How we compare schools fairly using contextual peer groups.

Source: DBE EMIS Q3 2025 + NSC School Performance Report 2025Last updated

Why we use peer comparisons instead of rankings

Single-number scores and letter grades primarily measure community wealth, not school quality. A school's overall score is often predictable from household income alone, which means rating systems can reinforce existing inequalities rather than reveal anything about teaching or learning. SchoolSeek uses peer comparisons instead: how does this school compare to similar schools in similar circumstances?

What is a peer group?

How a peer group is defined

Same quintile
Q1, Q2, Q3, Q4, or Q5
Based on the poverty level of the surrounding community
+
Same phase
Primary, Secondary, or Combined
Grade range determines which schools are comparable
+
Same province
One of South Africa's 9 provinces
Provincial context affects resource levels and norms

Example: A Quintile 2 primary school in the Western Cape is only compared to other Quintile 2 primary schools in the Western Cape — not Quintile 2 schools in Gauteng, and not Quintile 3 schools in any province.

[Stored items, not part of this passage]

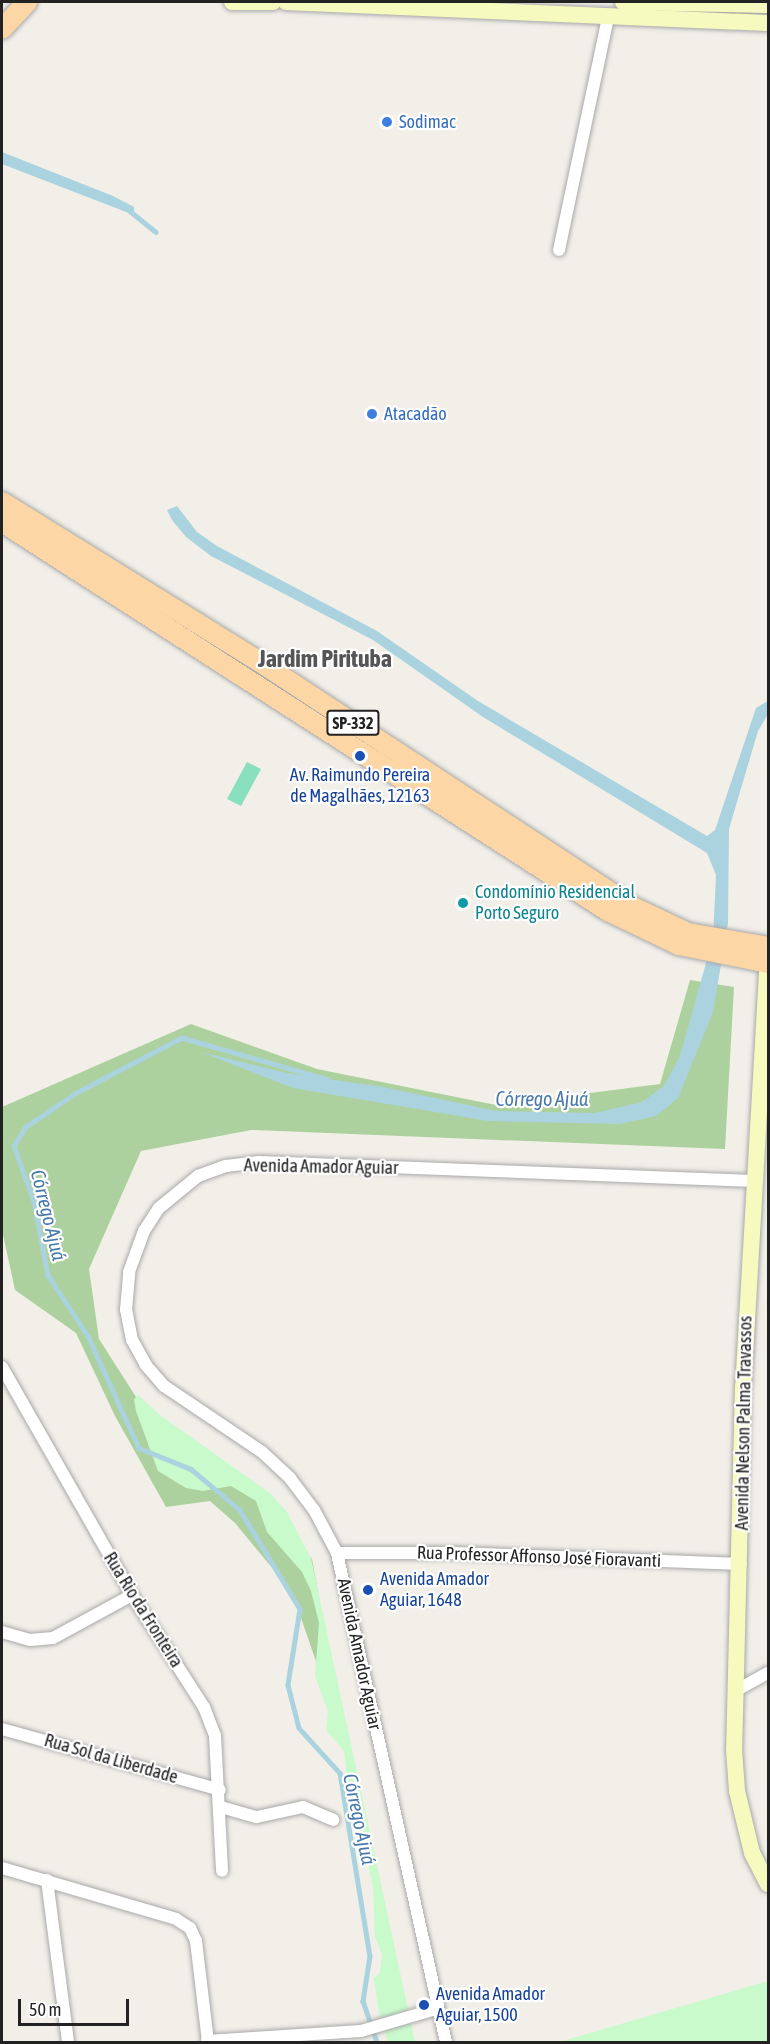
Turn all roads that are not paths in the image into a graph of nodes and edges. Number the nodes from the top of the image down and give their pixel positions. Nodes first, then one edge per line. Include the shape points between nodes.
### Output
1 (27, 2) edge
2 (232, 2) edge
3 (273, 2) edge
4 (286, 2) edge
5 (624, 2) edge
6 (768, 5) edge
7 (515, 8) edge
8 (608, 17) junction
9 (768, 23) edge
10 (2, 29) edge
11 (559, 250) dead end
12 (2, 502) edge
13 (2, 522) edge
14 (704, 945) junction
15 (768, 957) edge
16 (755, 1181) junction
17 (2, 1367) edge
18 (337, 1553) junction
19 (741, 1564) junction
20 (132, 1596) junction
21 (2, 1632) edge
22 (768, 1673) edge
23 (735, 1691) junction
24 (2, 1729) edge
25 (220, 1790) junction
26 (220, 1807) junction
27 (333, 1820) dead end
28 (2, 1868) edge
29 (222, 1871) dead end
30 (47, 1880) junction
31 (768, 1884) edge
32 (436, 2009) junction
33 (207, 2042) edge
34 (68, 2043) edge
35 (446, 2043) edge

1 - 10 main road
2 - 3 street
4 - 7 street
5 - 6 street
7 - 8 street
8 - 9 street
8 - 11 street
12 - 14 main road, SP-332 via 266,666 633,907
13 - 14 main road, SP-332 via 569,887 656,937
14 - 15 main road, SP-332
15 - 16 street, Avenida Nelson Palma Travassos
16 - 18 street, Avenida Amador Aguiar via 259,1162 207,1173 177,1191 159,1208 144,1231 129,1272 126,1310 132,1340 164,1386 262,1452 290,1478 314,1510
16 - 19 street, Avenida Nelson Palma Travassos via 743,1387
17 - 20 street, Rua Rio da Fronteira
18 - 19 street, Rua Professor Affonso José Fioravanti via 455,1552
18 - 32 street, Avenida Amador Aguiar
19 - 23 street, Avenida Nelson Palma Travassos
20 - 21 street via 53,1638 30,1640
20 - 25 street, Rua Rio da Fronteira via 204,1707 215,1736
22 - 23 street
23 - 31 street, Avenida Nelson Palma Travassos via 737,1791 752,1853
24 - 25 street, Rua Sol da Liberdade
25 - 26 street, Rua Rio da Fronteira
26 - 27 street via 256,1817 303,1807
26 - 29 street, Rua Rio da Fronteira
28 - 30 street
30 - 33 street via 177,1919 190,1929 196,1941
30 - 34 street
32 - 33 street via 361,2031
32 - 35 street, Avenida Amador Aguiar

A peer group consists of schools that share the same quintile, phase (primary, secondary, or combined), and province. A Quintile 2 primary school in the Western Cape is only compared to other Quintile 2 primary schools in the Western Cape. This way, schools are measured against others facing similar resource constraints and serving similar communities. For pass rate comparisons, phase is not used as a dimension (since only secondary and combined schools write matric) — pass rates are compared within the same quintile and province.

How percentiles work

Within each peer group, we calculate where a school falls for measurable indicators like the learner-to-educator ratio. If a school has a "lower L:E ratio than 80% of similar schools", it means 80% of schools in the same peer group have a higher (less favourable) ratio. The L:E ratio includes all staff classified as educators, including principals, HODs, and deputy principals. It is not the same as actual class size. The percentile is displayed as a visual bar showing the school's position among its peers.

What we measure — and what we cannot

With current EMIS data, we can compare learner-to-educator ratios within peer groups. This is a resource indicator: it reflects staffing levels, not teaching quality or actual class sizes. The ratio counts all staff classified as educators, including those in management who may not teach classes directly. We also display NSC matric pass rates for secondary and combined schools, compared within quintile-based peer groups.

What happens when a peer group is small?

Some peer groups have fewer than 5 schools. When this happens, the percentile comparison is less statistically meaningful, and we flag it with a note. A school being "in the top 20%" of a 3-school group tells you less than the same position in a 50-school group.

Sources

  • Department of Basic Education — EMIS Q3 2025 national extract
  • DBE School Performance Report 2025 (NSC results) — education.gov.za
  • South African Schools Act 84 of 1996 (quintile framework)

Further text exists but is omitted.